*** Block opens ***
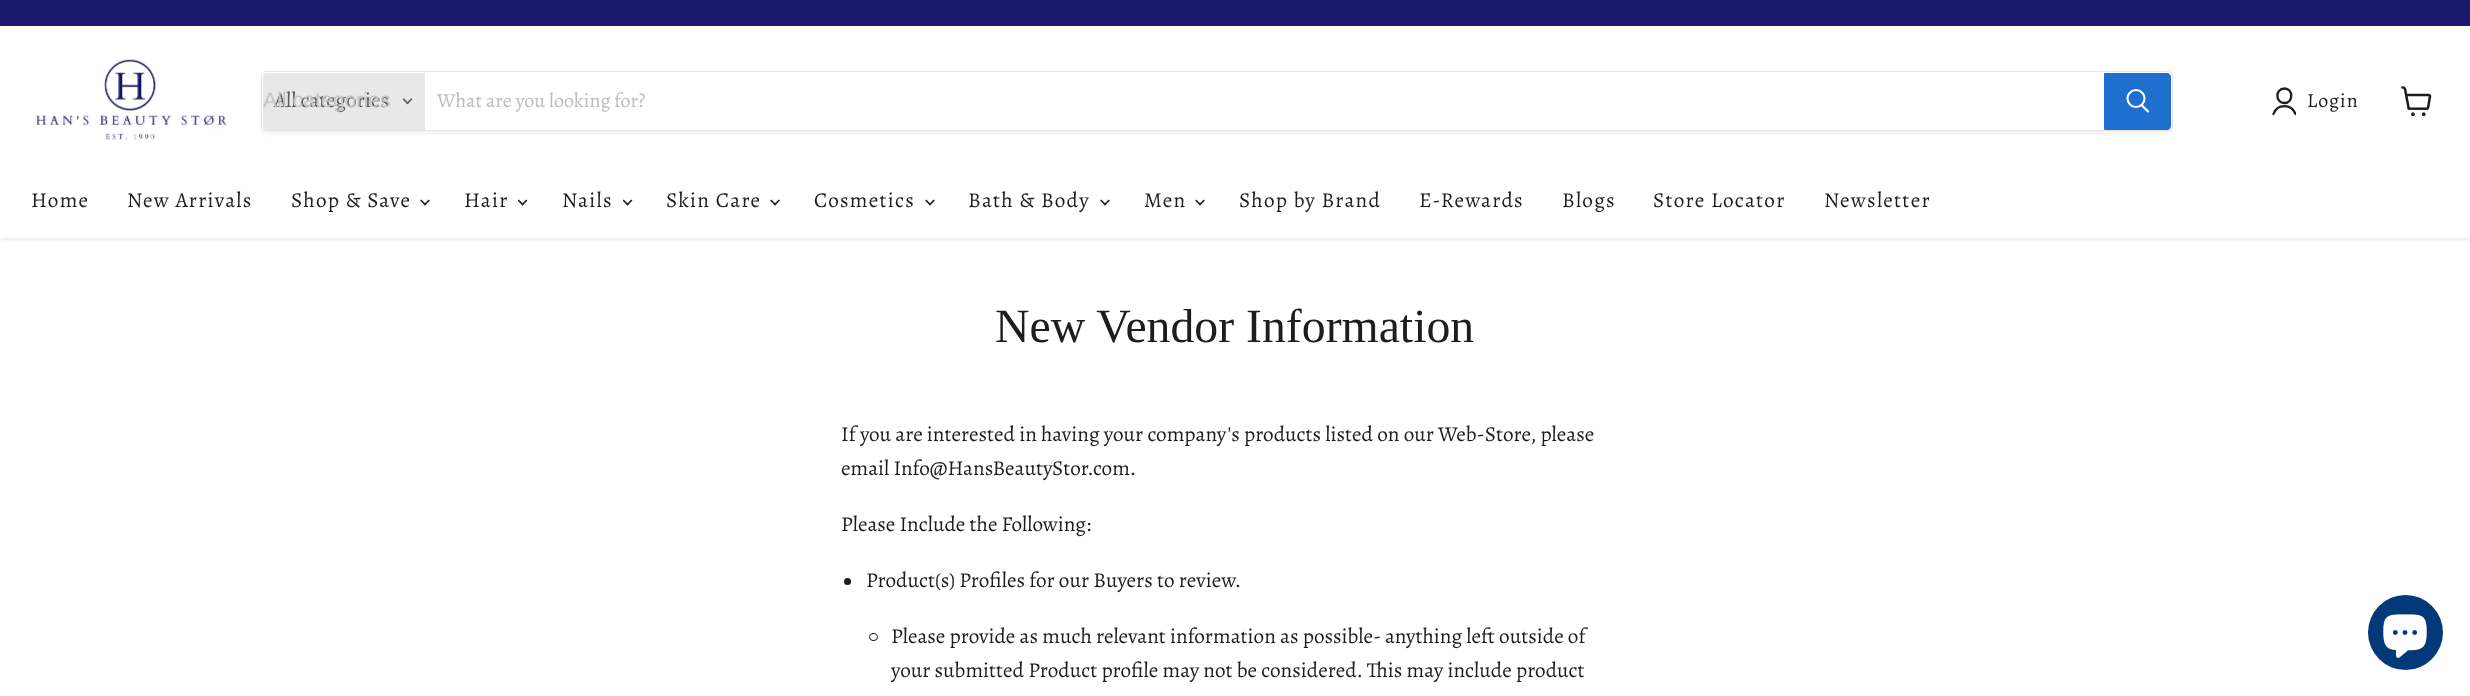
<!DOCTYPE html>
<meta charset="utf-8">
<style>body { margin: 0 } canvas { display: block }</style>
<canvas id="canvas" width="2470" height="696"></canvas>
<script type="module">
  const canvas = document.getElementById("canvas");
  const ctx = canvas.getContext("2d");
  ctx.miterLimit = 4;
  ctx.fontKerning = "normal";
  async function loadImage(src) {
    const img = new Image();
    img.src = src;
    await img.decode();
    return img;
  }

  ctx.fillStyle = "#ffffff";
  ctx.fillRect(0, 0, 2470, 696);
  ctx.fillStyle = "rgba(128, 128, 128, 0.25)";
  ctx.filter = "blur(2.5px)";
  ctx.beginPath();
  ctx.rect(0, 28, 2470, 211);
  ctx.fill();
  ctx.filter = "none";
  ctx.fillStyle = "#191769";
  ctx.fillRect(0, 0, 2470, 26);
  ctx.fillStyle = "#ffffff";
  ctx.fillRect(0, 26, 2470, 212);
  ctx.drawImage(await loadImage("img1.png"), 36, 59, 191, 81);
  ctx.save();
  ctx.beginPath();
  ctx.moveTo(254, 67);
  ctx.lineTo(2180, 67);
  ctx.lineTo(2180, 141);
  ctx.lineTo(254, 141);
  ctx.closePath();
  ctx.moveTo(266, 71);
  ctx.lineTo(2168, 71);
  ctx.bezierCurveTo(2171, 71, 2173, 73, 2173, 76);
  ctx.lineTo(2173, 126);
  ctx.bezierCurveTo(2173, 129, 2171, 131, 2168, 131);
  ctx.lineTo(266, 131);
  ctx.bezierCurveTo(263, 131, 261, 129, 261, 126);
  ctx.lineTo(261, 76);
  ctx.bezierCurveTo(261, 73, 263, 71, 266, 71);
  ctx.closePath();
  ctx.clip("evenodd");
  ctx.fillStyle = "rgba(128, 128, 128, 0.11)";
  ctx.filter = "blur(2px)";
  ctx.beginPath();
  ctx.roundRect(261, 74, 1912, 60, 5);
  ctx.fill();
  ctx.filter = "none";
  ctx.restore();
  ctx.beginPath();
  ctx.roundRect(261.5, 71.5, 1911, 59, 4.5);
  ctx.strokeStyle = "rgba(128, 128, 128, 0.2)";
  ctx.stroke();
  ctx.fillStyle = "#e8e8e8";
  ctx.beginPath();
  ctx.roundRect(263, 73, 162, 57, [4, 0, 0, 4]);
  ctx.fill();
  ctx.font = "21.25px Alegreya";
  ctx.fillStyle = "#585858";
  ctx.fillText("All categories", 274, 107);
  ctx.font = "21.25px Liberation Sans";
  ctx.fillStyle = "#c4c4c4";
  ctx.fillText("All categories", 263, 107);
  ctx.drawImage(await loadImage("img2.png"), 403, 98, 10, 7);
  ctx.font = "20px Alegreya";
  ctx.fillStyle = "#bcbcbc";
  ctx.fillText("What are you looking for?", 437, 107);
  ctx.fillStyle = "#1e6fce";
  ctx.beginPath();
  ctx.roundRect(2104.5, 73.5, 66, 56, [0, 3.5, 3.5, 0]);
  ctx.fill();
  ctx.strokeStyle = "#1e6fce";
  ctx.stroke();
  ctx.beginPath();
  ctx.moveTo(2148, 111.5);
  ctx.lineTo(2142, 105.5);
  ctx.strokeStyle = "#ffffff";
  ctx.lineWidth = 2.2;
  ctx.lineCap = "round";
  ctx.stroke();
  ctx.beginPath();
  ctx.arc(2136, 98.5, 8.5, 0, Math.PI * 2);
  ctx.stroke();
  ctx.beginPath();
  ctx.moveTo(2284.5, 103);
  ctx.bezierCurveTo(2293.5, 103, 2293.5, 88.5, 2284.5, 88.5);
  ctx.bezierCurveTo(2275, 88.5, 2275, 103, 2284.5, 103);
  ctx.closePath();
  ctx.strokeStyle = "#1d1d1d";
  ctx.lineWidth = 2.3;
  ctx.lineJoin = "round";
  ctx.stroke();
  ctx.save();
  ctx.beginPath();
  ctx.rect(2271, 86, 25, 30);
  ctx.clip();
  ctx.beginPath();
  ctx.moveTo(2295.5, 114);
  ctx.bezierCurveTo(2291.5, 103.5, 2277, 103.5, 2273.5, 114);
  ctx.stroke();
  ctx.restore();
  ctx.letterSpacing = "1px";
  ctx.fillStyle = "#1d1d1d";
  ctx.fillText("Login", 2307, 107);
  ctx.drawImage(await loadImage("img3.png"), 2401, 86, 31, 30);
  ctx.letterSpacing = "1.25px";
  ctx.font = "21.25px Alegreya";
  ctx.fillText("Home", 31, 207);
  ctx.fillText("New Arrivals", 127, 207);
  ctx.fillText("Shop & Save", 291, 207);
  ctx.drawImage(await loadImage("img4.png"), 420, 199, 10, 7);
  ctx.fillText("Hair", 464, 207);
  ctx.drawImage(await loadImage("img5.png"), 518, 199, 10, 7);
  ctx.fillText("Nails", 562, 207);
  ctx.drawImage(await loadImage("img5.png"), 623, 199, 10, 7);
  ctx.fillText("Skin Care", 666, 207);
  ctx.drawImage(await loadImage("img4.png"), 770, 199, 10, 7);
  ctx.fillText("Cosmetics", 814, 207);
  ctx.drawImage(await loadImage("img4.png"), 925, 199, 10, 7);
  ctx.fillText("Bath & Body", 968, 207);
  ctx.drawImage(await loadImage("img4.png"), 1100, 199, 10, 7);
  ctx.fillText("Men", 1144, 207);
  ctx.drawImage(await loadImage("img4.png"), 1195, 199, 10, 7);
  ctx.fillText("Shop by Brand", 1239, 207);
  ctx.fillText("E-Rewards", 1419, 207);
  ctx.fillText("Blogs", 1562, 207);
  ctx.fillText("Store Locator", 1653, 207);
  ctx.fillText("Newsletter", 1824, 207);
  ctx.letterSpacing = "0px";
  ctx.font = "47.75px Liberation Serif";
  ctx.fillText("New Vendor Information", 995, 342);
  ctx.font = "21.25px Alegreya";
  ctx.fillText("If you are interested in having your company's products listed on our Web-Store, please", 841, 441);
  ctx.fillText("email Info@HansBeautyStor.com.", 841, 475);
  ctx.fillText("Please Include the Following:", 841, 531);
  ctx.beginPath();
  ctx.arc(847.5, 581.5, 3.5, 0, Math.PI * 2);
  ctx.fill();
  ctx.fillText("Product(s) Profiles for our Buyers to review.", 866, 587);
  ctx.beginPath();
  ctx.roundRect(869.5, 633.5, 8, 7, 3.5);
  ctx.lineWidth = 1;
  ctx.lineJoin = "miter";
  ctx.stroke();
  ctx.fillText("Please provide as much relevant information as possible- anything left outside of", 891, 643);
  ctx.fillText("your submitted Product profile may not be considered. This may include product", 891, 677);
  ctx.fillStyle = "#033879";
  ctx.beginPath();
  ctx.arc(2405.5, 632.5, 37.5, 0, Math.PI * 2);
  ctx.fill();
  ctx.drawImage(await loadImage("img6.png"), 2383, 614, 44, 44);
</script>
*** Block closes ***
[INSTRUCTIONS TO FOLLOW]
Copy every line of the listing that contains the word "Liberation".

[OUTPUT OF THE TASK]
  ctx.font = "21.25px Liberation Sans";
  ctx.font = "47.75px Liberation Serif";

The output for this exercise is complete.